Y pasó el tiempo, inexorable, como dijo el escritor aquél, y las heridas se cerraron y la vida continuaba y nos encontramos en el presente, cuando Ernesto va a su trabajo pensando en Ángela.
La sirena resonó ululante por encima de sus cabezas, indicando el comienzo de la jornada laboral. Ernesto se puso sus guantes, enchufó la cinta transportadora y se concentró en su trabajo. A las tres horas aproximadamente, se le acercó el encargado diciéndole que tenía una llamada en la oficina. Que parara un momento la cinta. La paró, fue hacia la oficina, le pasó el teléfono un compañero de trabajo y dijo –Sí?…..
Su compañero dijo que nunca había visto en una cara el horror como en la de Ernesto. Solo pudo gritar NO, NO, MIS HIJOS, NO…. Y salió corriendo. La llamada procedía de la policía. Acababan de informarle que su ex posiblemente había asesinado a sus hijos. Y empezó la locura.

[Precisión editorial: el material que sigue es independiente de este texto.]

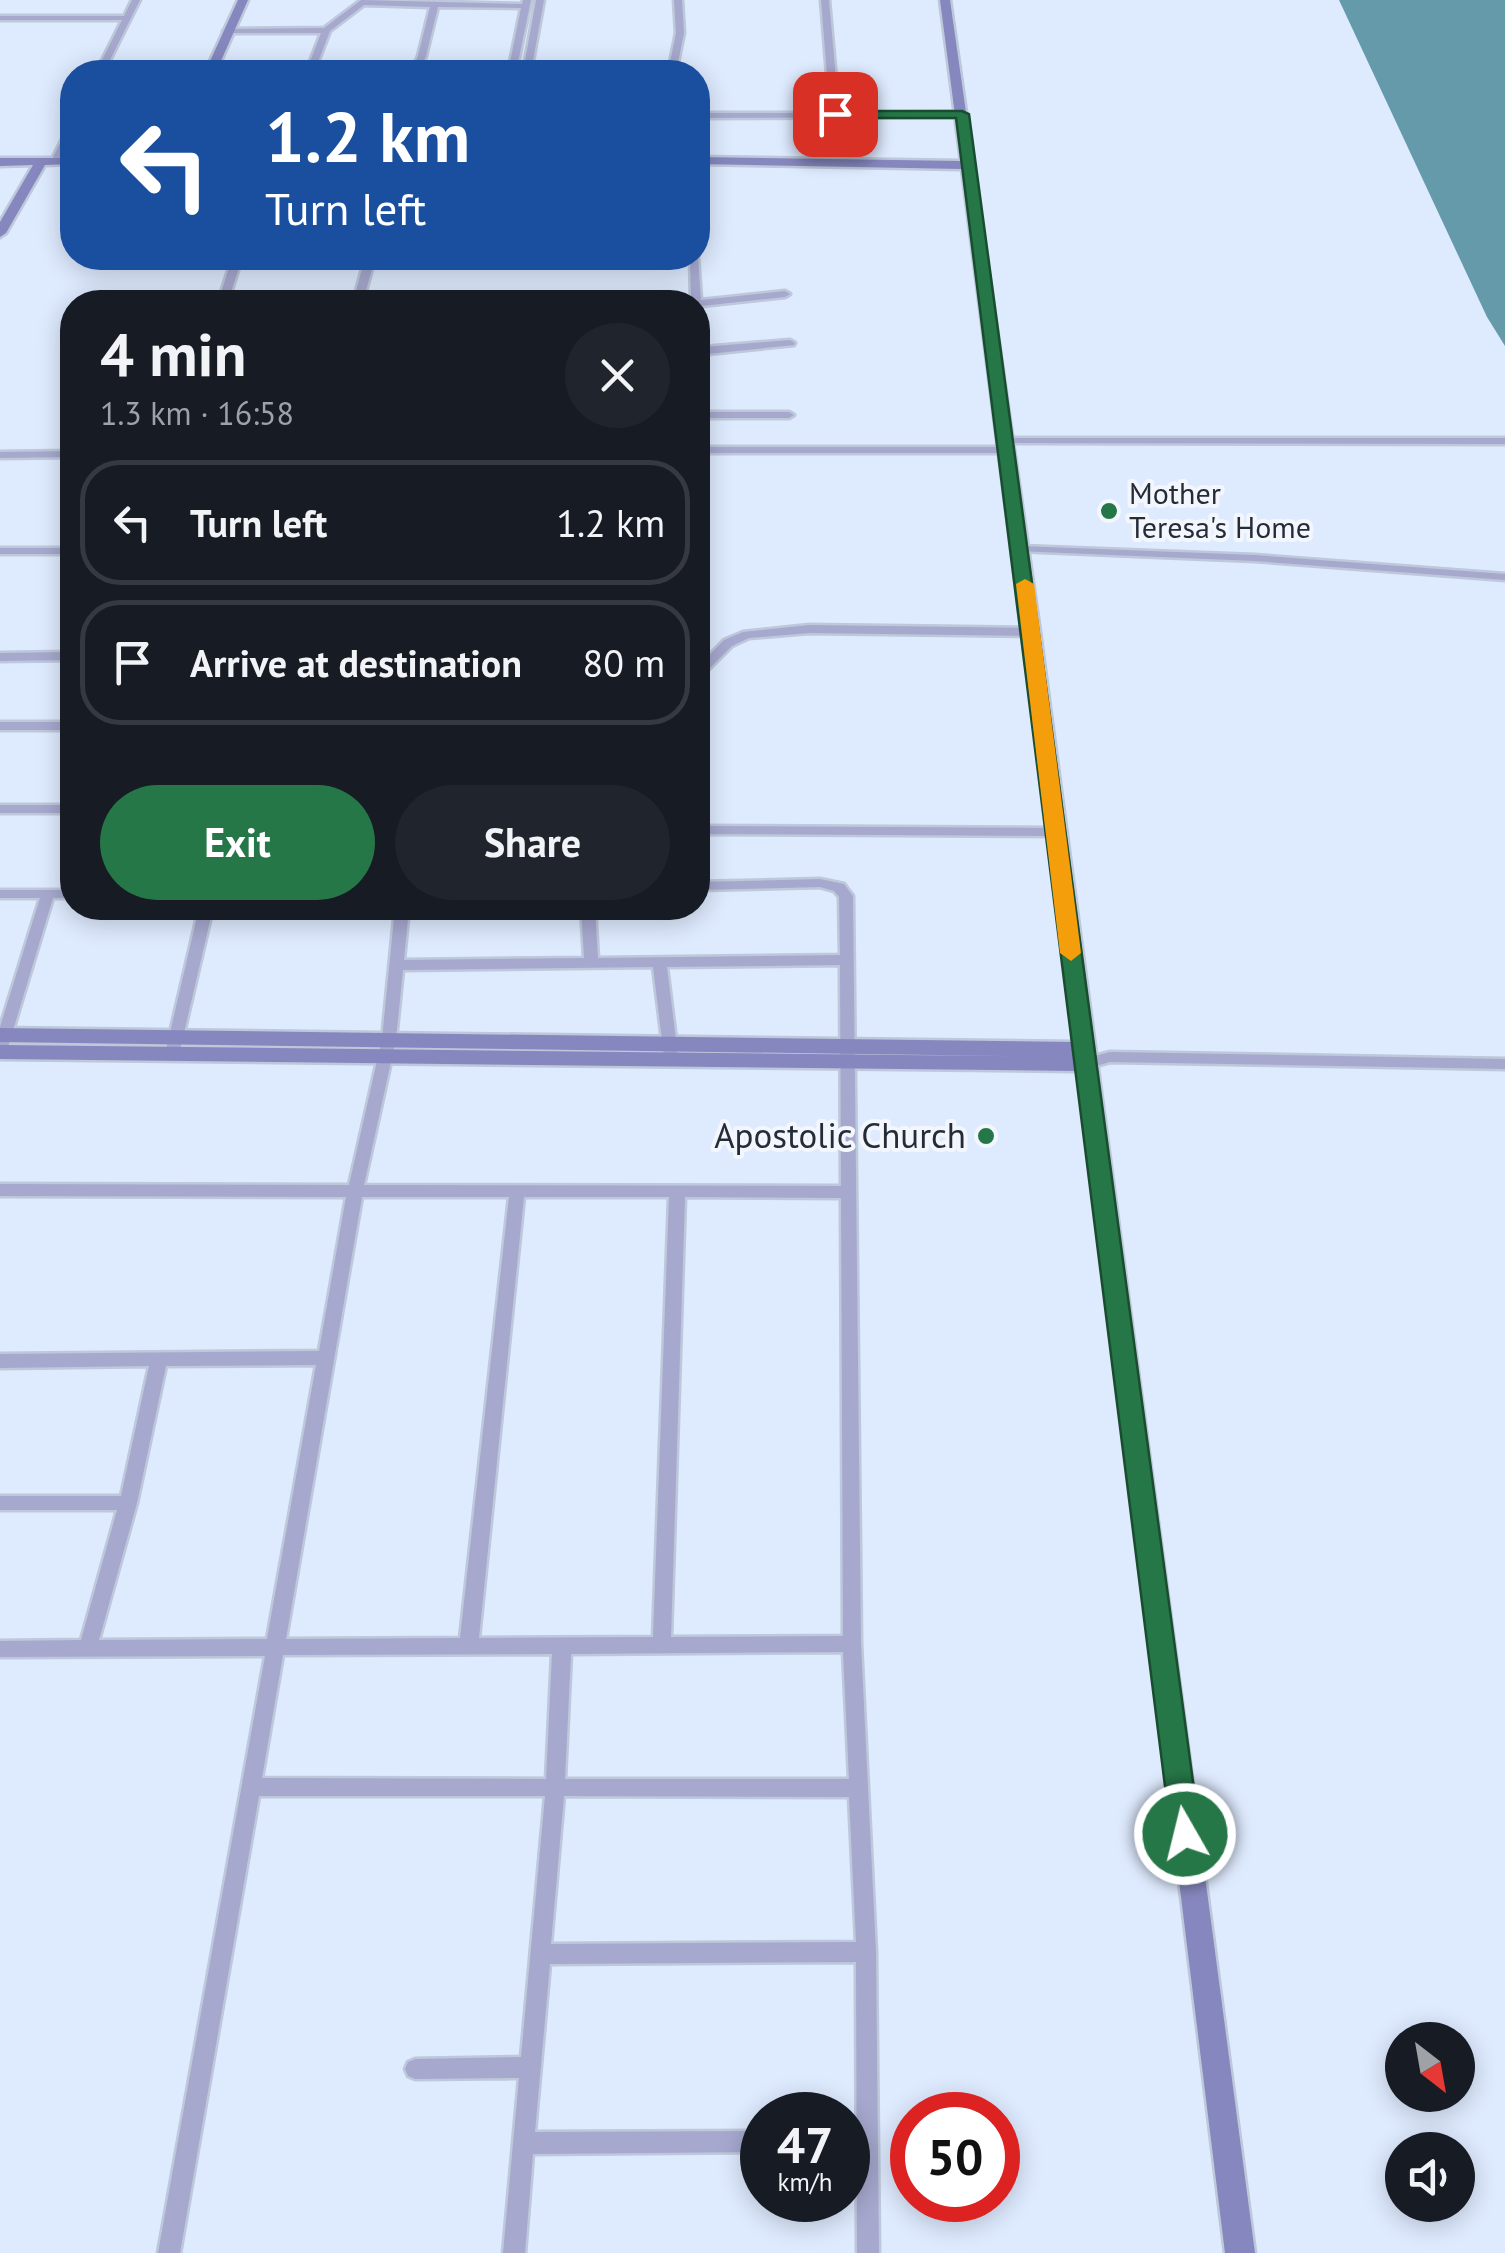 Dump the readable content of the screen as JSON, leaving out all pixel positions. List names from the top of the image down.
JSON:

Es una noche sin luna, melancólica de otoño. Los hijos de Ernesto están viendo la televisión cuando su madre les llevó sendos vasos de batidos de chocolate, algo especial, sin duda. Los dos se lo bebieron casi de un tirón. El mayor tiene los seis años y su hermano, cinco. Pronto les entró un sueño casi instantáneo, con lo que la madre los encomia a irse a la cama. Se acuestan muy despacio, casi sin ganas, llevados por una letanía que les embargaba. Pronto entró el sueño en su infante mundo, tan de prisa, que ni les dio tiempo de apagar la luz. Al rato aparece la madre y los besa a cada uno en la frente. No parece darse cuenta que, de las bocas de cada uno de su hijo, sale una especie de espumilla blanca, como el presagio de un alma por perecer. Cumplida su función de buena madre, los mira antes de apagar la luz y disponerse a acostarse. Su madre está en el pueblo, visitando a una hermana.
El informe con la declaración reflejaba que disolvió en cada vaso de batido dos cajas completas de píldoras antidepresivas, que aun rondaban por el piso cuando tuvo la depresión postparto de su segundo hijo. ¿El motivo de matarlos? Ella juró que no lo sabía. Simplemente quería hacerle daño a Ernesto, y no veía otra manera. ¿Veredicto? Una temporada en una institución mental, drogada de por vida y seguramente olvidará el hecho gracias a los fármacos como te olvidas de haberte comido una caja entera de bombones aquél día que estabas tan triste. Pero hay una parte que no va a superar el dolor mientras viva. Hay una parte que siempre va a preguntarse por qué las leyes siguen defendiendo a las mujeres cuando está más que demostrado que son ellas las más frágiles, las más paranoicas, las más conspiradoras, las que guardan más rencor… Sólo hay que darse un paseo por la historia.
Pero he dicho que ni juzgo ni prejuzgo. La verdad es esta como podía haber sido de la otra manera. Al final despojamos de la vida a los más inocentes, a los que no tienen culpa, a los que no fueron llamados, a los que, en definitiva, fueron el fruto de algo amado.